(Stored data)
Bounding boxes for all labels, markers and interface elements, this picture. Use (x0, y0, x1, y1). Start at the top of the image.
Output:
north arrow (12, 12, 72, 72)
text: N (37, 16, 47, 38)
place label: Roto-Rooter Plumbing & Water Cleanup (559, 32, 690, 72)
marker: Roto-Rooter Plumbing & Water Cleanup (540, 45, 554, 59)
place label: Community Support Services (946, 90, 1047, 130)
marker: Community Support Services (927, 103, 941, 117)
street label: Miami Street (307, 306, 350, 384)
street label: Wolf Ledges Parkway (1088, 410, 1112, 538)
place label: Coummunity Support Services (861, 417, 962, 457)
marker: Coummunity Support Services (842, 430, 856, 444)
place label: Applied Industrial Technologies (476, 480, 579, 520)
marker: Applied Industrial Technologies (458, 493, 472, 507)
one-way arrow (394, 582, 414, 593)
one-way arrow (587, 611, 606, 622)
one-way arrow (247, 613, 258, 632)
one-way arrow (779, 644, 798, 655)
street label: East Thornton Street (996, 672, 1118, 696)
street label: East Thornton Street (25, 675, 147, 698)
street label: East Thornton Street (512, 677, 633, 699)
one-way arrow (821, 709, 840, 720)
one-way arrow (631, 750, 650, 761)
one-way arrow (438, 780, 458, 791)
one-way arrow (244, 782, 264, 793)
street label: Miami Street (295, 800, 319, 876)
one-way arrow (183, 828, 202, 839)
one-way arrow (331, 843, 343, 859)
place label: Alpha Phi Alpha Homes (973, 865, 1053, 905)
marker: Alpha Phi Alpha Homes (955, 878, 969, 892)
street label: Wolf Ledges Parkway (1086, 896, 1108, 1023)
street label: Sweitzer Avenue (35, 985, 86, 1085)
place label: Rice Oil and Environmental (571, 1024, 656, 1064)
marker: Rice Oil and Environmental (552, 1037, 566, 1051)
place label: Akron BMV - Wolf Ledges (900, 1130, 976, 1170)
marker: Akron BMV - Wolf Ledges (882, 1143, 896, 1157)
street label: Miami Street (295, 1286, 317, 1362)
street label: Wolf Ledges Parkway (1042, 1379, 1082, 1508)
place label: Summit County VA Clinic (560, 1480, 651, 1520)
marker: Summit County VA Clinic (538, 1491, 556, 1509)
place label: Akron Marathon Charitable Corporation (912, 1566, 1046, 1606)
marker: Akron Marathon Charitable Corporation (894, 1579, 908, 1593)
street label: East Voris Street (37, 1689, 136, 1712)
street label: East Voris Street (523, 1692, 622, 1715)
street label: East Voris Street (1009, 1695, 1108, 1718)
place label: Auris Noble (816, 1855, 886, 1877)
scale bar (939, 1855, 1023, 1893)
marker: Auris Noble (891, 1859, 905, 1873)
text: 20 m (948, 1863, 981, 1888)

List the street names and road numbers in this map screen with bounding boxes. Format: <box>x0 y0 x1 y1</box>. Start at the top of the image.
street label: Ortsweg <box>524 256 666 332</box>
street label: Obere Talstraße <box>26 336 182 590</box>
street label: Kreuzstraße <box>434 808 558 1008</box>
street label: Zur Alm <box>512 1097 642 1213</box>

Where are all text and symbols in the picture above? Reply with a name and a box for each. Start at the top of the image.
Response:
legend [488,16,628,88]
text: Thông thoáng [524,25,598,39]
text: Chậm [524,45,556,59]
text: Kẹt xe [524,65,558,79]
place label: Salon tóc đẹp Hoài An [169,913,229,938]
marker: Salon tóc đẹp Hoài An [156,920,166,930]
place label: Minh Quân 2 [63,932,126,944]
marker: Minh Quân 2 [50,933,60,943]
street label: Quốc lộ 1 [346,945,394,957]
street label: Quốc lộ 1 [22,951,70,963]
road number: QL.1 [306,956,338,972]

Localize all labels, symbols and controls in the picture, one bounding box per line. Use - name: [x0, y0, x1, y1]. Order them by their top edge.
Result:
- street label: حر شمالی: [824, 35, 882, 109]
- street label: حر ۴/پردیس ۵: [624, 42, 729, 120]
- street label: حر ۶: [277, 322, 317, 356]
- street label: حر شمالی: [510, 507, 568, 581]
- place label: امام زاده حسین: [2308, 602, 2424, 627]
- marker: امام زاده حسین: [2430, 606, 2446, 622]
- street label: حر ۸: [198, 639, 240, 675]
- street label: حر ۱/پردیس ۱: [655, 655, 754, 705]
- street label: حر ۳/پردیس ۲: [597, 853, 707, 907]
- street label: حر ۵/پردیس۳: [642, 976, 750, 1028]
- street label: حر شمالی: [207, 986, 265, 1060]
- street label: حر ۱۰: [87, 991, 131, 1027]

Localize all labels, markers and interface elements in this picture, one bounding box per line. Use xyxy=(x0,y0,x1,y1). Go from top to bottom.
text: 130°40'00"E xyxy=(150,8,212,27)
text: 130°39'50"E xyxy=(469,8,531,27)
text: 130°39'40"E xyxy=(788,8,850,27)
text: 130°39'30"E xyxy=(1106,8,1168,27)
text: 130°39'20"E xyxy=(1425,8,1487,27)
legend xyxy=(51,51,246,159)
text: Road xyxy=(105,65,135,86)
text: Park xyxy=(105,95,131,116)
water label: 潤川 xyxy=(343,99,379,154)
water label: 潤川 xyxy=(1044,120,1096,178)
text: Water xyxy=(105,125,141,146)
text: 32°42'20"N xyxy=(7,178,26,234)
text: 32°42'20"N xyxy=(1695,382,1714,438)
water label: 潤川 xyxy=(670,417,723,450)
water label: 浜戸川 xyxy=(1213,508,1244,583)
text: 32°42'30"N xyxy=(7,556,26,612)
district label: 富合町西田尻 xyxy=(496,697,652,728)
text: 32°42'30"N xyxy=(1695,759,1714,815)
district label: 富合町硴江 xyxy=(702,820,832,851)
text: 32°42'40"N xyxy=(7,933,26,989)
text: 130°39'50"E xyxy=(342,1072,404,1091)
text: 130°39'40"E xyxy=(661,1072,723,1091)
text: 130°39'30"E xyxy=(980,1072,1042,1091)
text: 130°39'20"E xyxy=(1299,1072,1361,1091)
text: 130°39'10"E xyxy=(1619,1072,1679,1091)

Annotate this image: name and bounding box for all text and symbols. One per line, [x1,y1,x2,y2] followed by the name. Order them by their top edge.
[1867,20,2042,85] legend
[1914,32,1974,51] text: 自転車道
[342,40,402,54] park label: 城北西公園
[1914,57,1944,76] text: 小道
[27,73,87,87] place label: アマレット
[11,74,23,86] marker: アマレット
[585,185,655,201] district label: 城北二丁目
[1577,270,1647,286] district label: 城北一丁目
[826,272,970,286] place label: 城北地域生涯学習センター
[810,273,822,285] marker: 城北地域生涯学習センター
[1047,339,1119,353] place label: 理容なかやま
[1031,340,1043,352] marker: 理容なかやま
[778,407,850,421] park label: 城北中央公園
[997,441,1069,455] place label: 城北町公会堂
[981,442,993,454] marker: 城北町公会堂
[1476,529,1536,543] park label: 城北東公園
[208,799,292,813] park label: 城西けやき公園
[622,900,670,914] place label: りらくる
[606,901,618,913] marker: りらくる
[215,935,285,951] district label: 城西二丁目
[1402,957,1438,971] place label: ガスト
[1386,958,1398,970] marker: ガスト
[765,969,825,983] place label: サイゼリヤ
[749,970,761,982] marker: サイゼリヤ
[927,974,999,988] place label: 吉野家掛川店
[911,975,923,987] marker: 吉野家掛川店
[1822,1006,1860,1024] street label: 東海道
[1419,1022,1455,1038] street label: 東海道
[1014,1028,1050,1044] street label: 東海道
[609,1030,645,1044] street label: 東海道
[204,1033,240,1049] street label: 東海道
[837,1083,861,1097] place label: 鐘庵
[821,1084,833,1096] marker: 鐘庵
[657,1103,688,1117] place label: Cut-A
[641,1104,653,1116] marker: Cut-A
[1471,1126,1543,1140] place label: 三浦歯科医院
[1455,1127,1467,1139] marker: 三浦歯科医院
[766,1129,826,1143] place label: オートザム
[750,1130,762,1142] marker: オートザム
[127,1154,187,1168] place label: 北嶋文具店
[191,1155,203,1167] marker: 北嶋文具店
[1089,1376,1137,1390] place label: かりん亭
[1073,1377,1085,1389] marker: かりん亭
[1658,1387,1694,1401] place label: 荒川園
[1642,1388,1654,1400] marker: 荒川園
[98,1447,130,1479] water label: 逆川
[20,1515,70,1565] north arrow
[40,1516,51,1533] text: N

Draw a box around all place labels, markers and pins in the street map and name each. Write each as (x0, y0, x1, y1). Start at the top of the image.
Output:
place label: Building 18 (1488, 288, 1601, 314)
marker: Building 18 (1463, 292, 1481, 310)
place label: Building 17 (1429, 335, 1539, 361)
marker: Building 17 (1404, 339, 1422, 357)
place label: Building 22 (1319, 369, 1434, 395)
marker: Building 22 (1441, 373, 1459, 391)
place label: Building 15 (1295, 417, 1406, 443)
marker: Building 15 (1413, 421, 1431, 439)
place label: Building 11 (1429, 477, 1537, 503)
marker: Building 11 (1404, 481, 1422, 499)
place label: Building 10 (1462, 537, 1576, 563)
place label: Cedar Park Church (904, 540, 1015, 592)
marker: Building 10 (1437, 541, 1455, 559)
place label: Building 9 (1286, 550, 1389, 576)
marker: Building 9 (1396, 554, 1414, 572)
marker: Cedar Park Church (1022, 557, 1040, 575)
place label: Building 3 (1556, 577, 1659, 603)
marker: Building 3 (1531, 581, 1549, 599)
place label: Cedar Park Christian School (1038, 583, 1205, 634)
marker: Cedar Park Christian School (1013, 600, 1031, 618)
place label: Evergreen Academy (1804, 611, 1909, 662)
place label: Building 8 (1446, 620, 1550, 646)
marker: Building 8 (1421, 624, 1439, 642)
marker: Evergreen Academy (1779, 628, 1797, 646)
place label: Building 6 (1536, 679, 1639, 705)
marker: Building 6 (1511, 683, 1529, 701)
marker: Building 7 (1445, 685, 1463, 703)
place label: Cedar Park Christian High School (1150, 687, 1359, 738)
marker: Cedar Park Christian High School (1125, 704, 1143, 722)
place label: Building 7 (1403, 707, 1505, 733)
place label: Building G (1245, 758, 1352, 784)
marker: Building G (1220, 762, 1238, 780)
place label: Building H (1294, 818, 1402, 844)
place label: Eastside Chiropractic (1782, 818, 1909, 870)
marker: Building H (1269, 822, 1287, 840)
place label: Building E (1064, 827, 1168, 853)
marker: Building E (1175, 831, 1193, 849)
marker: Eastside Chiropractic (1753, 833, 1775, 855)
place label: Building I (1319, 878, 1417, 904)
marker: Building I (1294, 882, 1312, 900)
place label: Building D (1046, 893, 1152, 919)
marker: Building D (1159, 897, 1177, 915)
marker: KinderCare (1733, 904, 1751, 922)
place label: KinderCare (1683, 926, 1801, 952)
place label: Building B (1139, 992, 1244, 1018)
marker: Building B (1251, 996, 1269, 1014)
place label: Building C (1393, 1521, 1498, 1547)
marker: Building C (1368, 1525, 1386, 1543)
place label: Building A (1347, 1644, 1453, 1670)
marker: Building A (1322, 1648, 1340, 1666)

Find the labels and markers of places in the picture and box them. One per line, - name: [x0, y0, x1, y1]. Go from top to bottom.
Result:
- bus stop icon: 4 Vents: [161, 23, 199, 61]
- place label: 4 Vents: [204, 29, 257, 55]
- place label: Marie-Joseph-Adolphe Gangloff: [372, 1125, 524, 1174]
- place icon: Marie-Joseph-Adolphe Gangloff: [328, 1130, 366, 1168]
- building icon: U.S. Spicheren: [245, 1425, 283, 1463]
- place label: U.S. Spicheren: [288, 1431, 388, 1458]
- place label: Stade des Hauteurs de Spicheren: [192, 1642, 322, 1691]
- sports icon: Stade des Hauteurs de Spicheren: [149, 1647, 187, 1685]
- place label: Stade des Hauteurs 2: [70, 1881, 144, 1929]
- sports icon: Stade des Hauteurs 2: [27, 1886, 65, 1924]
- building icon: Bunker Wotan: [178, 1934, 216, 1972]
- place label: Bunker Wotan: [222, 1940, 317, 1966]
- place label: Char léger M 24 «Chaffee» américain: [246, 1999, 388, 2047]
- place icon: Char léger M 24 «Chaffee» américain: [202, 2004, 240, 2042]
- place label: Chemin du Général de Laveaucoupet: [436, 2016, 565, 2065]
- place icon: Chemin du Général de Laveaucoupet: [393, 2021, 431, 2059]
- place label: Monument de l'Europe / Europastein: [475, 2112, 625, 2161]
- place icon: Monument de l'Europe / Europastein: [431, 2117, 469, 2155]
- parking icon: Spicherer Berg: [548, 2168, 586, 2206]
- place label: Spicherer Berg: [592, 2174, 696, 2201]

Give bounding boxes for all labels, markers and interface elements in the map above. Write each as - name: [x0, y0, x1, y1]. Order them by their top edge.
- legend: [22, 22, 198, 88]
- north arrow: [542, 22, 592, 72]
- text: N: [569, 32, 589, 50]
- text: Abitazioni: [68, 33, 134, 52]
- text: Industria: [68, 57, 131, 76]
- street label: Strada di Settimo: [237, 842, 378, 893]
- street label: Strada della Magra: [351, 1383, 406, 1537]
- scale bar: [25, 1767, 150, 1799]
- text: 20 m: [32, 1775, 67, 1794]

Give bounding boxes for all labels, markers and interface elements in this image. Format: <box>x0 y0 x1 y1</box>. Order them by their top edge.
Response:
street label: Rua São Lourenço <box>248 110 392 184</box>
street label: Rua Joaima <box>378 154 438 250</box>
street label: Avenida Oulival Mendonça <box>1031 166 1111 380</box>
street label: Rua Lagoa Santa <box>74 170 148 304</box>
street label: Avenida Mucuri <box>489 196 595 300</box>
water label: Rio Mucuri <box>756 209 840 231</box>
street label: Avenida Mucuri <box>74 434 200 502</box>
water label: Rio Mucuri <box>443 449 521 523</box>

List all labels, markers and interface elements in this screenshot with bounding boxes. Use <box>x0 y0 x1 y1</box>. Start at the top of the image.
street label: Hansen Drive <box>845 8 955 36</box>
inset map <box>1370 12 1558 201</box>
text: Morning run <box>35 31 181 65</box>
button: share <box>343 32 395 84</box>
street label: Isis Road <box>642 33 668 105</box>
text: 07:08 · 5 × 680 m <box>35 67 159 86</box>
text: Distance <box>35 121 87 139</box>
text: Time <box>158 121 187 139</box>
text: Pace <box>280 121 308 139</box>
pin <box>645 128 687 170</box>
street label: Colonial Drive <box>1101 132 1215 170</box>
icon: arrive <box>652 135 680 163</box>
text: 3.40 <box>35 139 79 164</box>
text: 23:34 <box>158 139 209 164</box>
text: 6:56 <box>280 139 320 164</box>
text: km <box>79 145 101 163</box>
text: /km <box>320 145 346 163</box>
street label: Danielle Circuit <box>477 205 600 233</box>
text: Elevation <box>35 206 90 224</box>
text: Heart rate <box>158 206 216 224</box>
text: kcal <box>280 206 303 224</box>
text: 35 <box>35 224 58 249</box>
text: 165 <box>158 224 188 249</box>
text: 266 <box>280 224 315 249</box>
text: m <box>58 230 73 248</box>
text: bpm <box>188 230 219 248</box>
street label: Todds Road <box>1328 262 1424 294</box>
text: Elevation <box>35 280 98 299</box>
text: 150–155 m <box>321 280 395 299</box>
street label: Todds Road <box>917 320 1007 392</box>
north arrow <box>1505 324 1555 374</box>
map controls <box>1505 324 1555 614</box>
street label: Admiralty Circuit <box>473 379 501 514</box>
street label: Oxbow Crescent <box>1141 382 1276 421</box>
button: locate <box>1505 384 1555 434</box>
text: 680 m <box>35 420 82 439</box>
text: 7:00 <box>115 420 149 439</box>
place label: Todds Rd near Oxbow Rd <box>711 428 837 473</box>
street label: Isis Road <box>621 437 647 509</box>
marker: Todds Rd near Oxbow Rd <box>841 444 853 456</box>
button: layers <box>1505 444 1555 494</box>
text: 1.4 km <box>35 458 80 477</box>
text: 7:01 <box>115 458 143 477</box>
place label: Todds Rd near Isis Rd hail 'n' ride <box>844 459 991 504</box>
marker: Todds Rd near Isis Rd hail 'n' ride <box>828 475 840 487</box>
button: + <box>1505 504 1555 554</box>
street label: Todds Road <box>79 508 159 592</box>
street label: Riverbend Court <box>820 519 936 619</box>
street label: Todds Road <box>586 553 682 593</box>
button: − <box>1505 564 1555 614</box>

:: Work order ::
Copy from the entries above each line in which the string "Parkway" can be found.

:: Result ::
street label: Wolf Ledges Parkway (1088, 410, 1112, 538)
street label: Wolf Ledges Parkway (1086, 896, 1108, 1023)
street label: Wolf Ledges Parkway (1042, 1379, 1082, 1508)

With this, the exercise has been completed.